◆ **Your task**: Please make an exact transcription of all the data that follows.

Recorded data
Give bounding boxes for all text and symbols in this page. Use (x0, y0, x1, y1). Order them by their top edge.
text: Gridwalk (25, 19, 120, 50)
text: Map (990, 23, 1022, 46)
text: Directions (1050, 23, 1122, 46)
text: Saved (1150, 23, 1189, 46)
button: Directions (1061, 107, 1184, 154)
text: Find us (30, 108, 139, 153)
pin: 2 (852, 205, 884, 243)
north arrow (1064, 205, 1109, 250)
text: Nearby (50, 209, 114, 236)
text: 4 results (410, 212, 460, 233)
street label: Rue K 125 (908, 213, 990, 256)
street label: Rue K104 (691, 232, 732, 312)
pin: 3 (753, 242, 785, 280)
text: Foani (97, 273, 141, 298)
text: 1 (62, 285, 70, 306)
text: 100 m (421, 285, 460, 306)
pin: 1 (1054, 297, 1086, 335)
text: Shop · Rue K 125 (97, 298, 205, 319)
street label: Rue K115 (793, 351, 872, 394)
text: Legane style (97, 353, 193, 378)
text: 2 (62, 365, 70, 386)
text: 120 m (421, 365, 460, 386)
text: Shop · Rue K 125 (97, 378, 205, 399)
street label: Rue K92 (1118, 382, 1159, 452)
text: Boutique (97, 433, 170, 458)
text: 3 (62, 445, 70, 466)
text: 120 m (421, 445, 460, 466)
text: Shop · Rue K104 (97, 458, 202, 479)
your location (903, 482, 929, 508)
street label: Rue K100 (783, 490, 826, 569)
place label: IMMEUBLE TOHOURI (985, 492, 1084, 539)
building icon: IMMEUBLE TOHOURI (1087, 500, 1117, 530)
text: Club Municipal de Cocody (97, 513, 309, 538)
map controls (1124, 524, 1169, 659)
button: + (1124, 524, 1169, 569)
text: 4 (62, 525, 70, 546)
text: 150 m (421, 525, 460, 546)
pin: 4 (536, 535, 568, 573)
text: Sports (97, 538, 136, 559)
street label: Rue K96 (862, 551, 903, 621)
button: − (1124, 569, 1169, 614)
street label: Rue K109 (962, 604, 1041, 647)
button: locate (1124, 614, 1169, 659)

◆ **Exercise result**:
Give bounding boxes for all text and symbols in this page. Use (x0, y0, x1, y1). Order them by their top edge.
text: Gridwalk (25, 19, 120, 50)
text: Map (990, 23, 1022, 46)
text: Directions (1050, 23, 1122, 46)
text: Saved (1150, 23, 1189, 46)
button: Directions (1061, 107, 1184, 154)
text: Find us (30, 108, 139, 153)
pin: 2 (852, 205, 884, 243)
north arrow (1064, 205, 1109, 250)
text: Nearby (50, 209, 114, 236)
text: 4 results (410, 212, 460, 233)
street label: Rue K 125 (908, 213, 990, 256)
street label: Rue K104 (691, 232, 732, 312)
pin: 3 (753, 242, 785, 280)
text: Foani (97, 273, 141, 298)
text: 1 (62, 285, 70, 306)
text: 100 m (421, 285, 460, 306)
pin: 1 (1054, 297, 1086, 335)
text: Shop · Rue K 125 (97, 298, 205, 319)
street label: Rue K115 (793, 351, 872, 394)
text: Legane style (97, 353, 193, 378)
text: 2 (62, 365, 70, 386)
text: 120 m (421, 365, 460, 386)
text: Shop · Rue K 125 (97, 378, 205, 399)
street label: Rue K92 (1118, 382, 1159, 452)
text: Boutique (97, 433, 170, 458)
text: 3 (62, 445, 70, 466)
text: 120 m (421, 445, 460, 466)
text: Shop · Rue K104 (97, 458, 202, 479)
your location (903, 482, 929, 508)
street label: Rue K100 (783, 490, 826, 569)
place label: IMMEUBLE TOHOURI (985, 492, 1084, 539)
building icon: IMMEUBLE TOHOURI (1087, 500, 1117, 530)
text: Club Municipal de Cocody (97, 513, 309, 538)
map controls (1124, 524, 1169, 659)
button: + (1124, 524, 1169, 569)
text: 4 (62, 525, 70, 546)
text: 150 m (421, 525, 460, 546)
pin: 4 (536, 535, 568, 573)
text: Sports (97, 538, 136, 559)
street label: Rue K96 (862, 551, 903, 621)
button: − (1124, 569, 1169, 614)
street label: Rue K109 (962, 604, 1041, 647)
button: locate (1124, 614, 1169, 659)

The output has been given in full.